I hope that my true-love will return safe again.
And if I don't find him, it's here I'll remain ..."
As she was a-standing all on the same spot
The news it came to her, her true-love was shot
"Now since it's been so, I will go to some grove
And if he died for honour ...
If he died for honour, then I'll die for love ..."
It would appear that this lovely song has appeared in not a single broadside or book in the past. The only Roud entries for this song are the two 1955 and '56 Peter Kennedy recordings of Pop Maynard singing it, the latter of which appeared on the Topic LP Ye Subjects of England. This is surprising in the light of the notes to that album, where Mike Yates puts it in a list of several of Pop's songs decribed as being 'stock Victorian broadside ballads, albeit ones with ancient histories even then'. Mike now tells me that Down by the Seaside is included in a chapbook printed c.1820 by J Fraser of Stirling as The Sailor's Loss, and says that the internal repeat suggests a late 18th century Stage or Pleasure Garden origin.
CD 2
1 The Hobnail Boots that Father Wore (sung by Harry Holman) (Roud 16704)
(Recorded on 18.5.60 at The Cherry Tree, Copthorne)
Poor Father's feet took up half the street
So his boots were in proportion,
And the kid's he'd squash in a day, by gosh!
That really was a caution
Now me and me brother from the age of four
Were up to eleven, could sleep and snore
Nice and cosy in a box of straw
In the hobnailed boots that me father wore
Now we went for a trip on a girt big ship
And poor father so misguided
Wouldn't walk about with his legs stretched out
So the ship her went lopsided
Down went the vessel through the hole in the floor
And said the captain's mother-in-law
Were saved that night for they rowed ashore
In the hobnailed boots that me father wore
Now me and me brother from the age of four
Up to eleven, could sleep and snore
So nice and cosy in a box of straw
In the hobnailed boots that me father wore
On a Lord Mayor's Day, just to shout hooray
Father went and how he sauced 'em
For he blocked up the street with his girt big feet
And the Lord Mayor drove right across them
While they were a-going through the Guildhall door
Father fell down wallop on his back, O Lor
Well, they stops their 'ollering then, for all they saw
Was the hobnailed boots that me father wore
When young Kate and Flo went down Southend.

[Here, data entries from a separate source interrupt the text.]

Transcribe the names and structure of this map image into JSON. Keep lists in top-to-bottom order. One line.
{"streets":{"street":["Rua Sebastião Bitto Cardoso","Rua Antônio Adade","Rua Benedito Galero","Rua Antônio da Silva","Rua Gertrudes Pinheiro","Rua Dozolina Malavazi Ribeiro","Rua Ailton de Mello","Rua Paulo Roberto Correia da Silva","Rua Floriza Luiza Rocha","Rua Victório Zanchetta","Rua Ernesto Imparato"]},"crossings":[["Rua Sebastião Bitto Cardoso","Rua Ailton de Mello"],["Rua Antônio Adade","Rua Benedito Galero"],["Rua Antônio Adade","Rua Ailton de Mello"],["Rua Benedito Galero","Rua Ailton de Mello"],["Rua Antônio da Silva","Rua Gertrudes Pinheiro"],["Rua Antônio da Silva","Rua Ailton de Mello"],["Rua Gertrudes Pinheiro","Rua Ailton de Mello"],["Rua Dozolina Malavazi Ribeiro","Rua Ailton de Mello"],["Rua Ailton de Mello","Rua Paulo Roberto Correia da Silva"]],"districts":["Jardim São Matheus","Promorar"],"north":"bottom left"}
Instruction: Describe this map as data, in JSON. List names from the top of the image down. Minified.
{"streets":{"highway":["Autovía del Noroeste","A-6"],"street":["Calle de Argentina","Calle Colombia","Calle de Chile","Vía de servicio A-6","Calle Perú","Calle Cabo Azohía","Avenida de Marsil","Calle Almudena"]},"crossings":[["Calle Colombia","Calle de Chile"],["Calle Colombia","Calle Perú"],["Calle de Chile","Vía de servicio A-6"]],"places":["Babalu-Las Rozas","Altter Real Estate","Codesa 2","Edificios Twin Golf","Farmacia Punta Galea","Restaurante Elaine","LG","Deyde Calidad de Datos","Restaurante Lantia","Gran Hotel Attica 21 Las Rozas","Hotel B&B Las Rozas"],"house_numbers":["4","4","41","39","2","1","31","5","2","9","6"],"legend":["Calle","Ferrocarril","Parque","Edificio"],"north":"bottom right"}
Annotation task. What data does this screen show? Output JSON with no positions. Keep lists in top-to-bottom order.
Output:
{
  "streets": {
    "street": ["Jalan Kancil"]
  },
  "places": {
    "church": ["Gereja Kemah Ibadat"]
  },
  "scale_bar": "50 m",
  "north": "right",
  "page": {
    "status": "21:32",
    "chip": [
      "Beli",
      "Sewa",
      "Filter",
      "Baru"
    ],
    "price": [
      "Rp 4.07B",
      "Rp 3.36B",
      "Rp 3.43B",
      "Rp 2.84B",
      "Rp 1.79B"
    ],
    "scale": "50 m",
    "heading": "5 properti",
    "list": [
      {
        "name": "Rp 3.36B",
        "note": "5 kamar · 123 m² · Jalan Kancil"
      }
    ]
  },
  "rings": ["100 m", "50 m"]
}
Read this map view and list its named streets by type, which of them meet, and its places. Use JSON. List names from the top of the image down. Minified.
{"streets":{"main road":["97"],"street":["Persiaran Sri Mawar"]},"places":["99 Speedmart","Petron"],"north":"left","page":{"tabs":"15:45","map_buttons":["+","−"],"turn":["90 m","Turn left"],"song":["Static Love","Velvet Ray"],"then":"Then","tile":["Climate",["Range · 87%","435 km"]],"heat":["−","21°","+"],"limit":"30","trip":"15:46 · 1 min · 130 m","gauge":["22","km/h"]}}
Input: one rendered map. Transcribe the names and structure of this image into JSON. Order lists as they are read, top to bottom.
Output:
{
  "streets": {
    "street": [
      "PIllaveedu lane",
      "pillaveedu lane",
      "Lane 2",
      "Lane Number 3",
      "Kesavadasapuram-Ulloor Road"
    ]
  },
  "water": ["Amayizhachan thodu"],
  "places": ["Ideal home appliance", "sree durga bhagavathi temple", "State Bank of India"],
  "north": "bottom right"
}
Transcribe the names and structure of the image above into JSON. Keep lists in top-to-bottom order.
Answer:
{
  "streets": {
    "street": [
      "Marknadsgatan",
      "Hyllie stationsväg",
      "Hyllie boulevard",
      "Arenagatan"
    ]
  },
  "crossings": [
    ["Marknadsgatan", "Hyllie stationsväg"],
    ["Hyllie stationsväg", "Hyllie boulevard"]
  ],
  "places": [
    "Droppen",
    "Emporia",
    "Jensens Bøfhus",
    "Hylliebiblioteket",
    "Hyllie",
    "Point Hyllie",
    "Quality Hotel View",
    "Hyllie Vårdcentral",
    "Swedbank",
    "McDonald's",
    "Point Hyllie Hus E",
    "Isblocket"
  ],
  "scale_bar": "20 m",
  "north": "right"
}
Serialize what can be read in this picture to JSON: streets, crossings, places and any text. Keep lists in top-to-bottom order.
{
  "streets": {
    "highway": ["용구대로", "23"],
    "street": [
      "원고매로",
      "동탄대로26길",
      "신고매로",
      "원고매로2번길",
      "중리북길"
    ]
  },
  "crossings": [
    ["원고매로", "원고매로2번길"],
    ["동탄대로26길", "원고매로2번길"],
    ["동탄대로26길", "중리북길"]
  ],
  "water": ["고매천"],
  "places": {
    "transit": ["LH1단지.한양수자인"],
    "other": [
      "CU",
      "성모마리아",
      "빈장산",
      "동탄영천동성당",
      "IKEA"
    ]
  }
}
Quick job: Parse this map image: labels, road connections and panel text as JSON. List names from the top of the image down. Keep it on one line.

So that money they'd be saving
Father's boots they used as a bathing machine
And in it they undressed for bathing
While they were undressing they forgot I'm sure
The 'ole Father cut for his corn, oh Lor
Now all the boys are a-giggling at what they saw
In the hobnailed boots that me father wore.
Written by R P Weston and F J Barnes in 1907, and sung on the halls by Billy Williams. Williams first recorded it for Edison in October 1907, which was released in cylinder form only. For 78rpm issue he rerecorded it for Homophon in January 1908, and for Zonophone in November 1908. There were a number of late, cheap, pressings during the 1920s, and it appeared as late as February 1936, on Aco G 15761.
Jim Ward thinks that this must be the only recording made of Harry singing this song. The original had six verses but extra ones were added later, probably by Billy Williams. Harry's second verse is one of these 'extras'.
Another traditional version, by Bob Green, of Winterton, Norfolk, can be heard on Neil Lanham's CD Songs & Stories from East Coast Fishermen (NLCD6).
2 The Cabin Boy and the Lady Gay (sung by Jim 'Brick' Harber) (Roud 1168)
(Recorded on 10.2.60 at The Plough, Three Bridges)
Oh it's of a rich lady so gay
And she was a beautiful bride
'Til she fell in love with a little cabin boy
And denièd both Lord, Duke and Knight.
'Til she fell in love with a little cabin boy
And denièd both Lord, Duke and Knight.
"Oh it's William, dear William", says she
"Will you stay along with me on the shore?"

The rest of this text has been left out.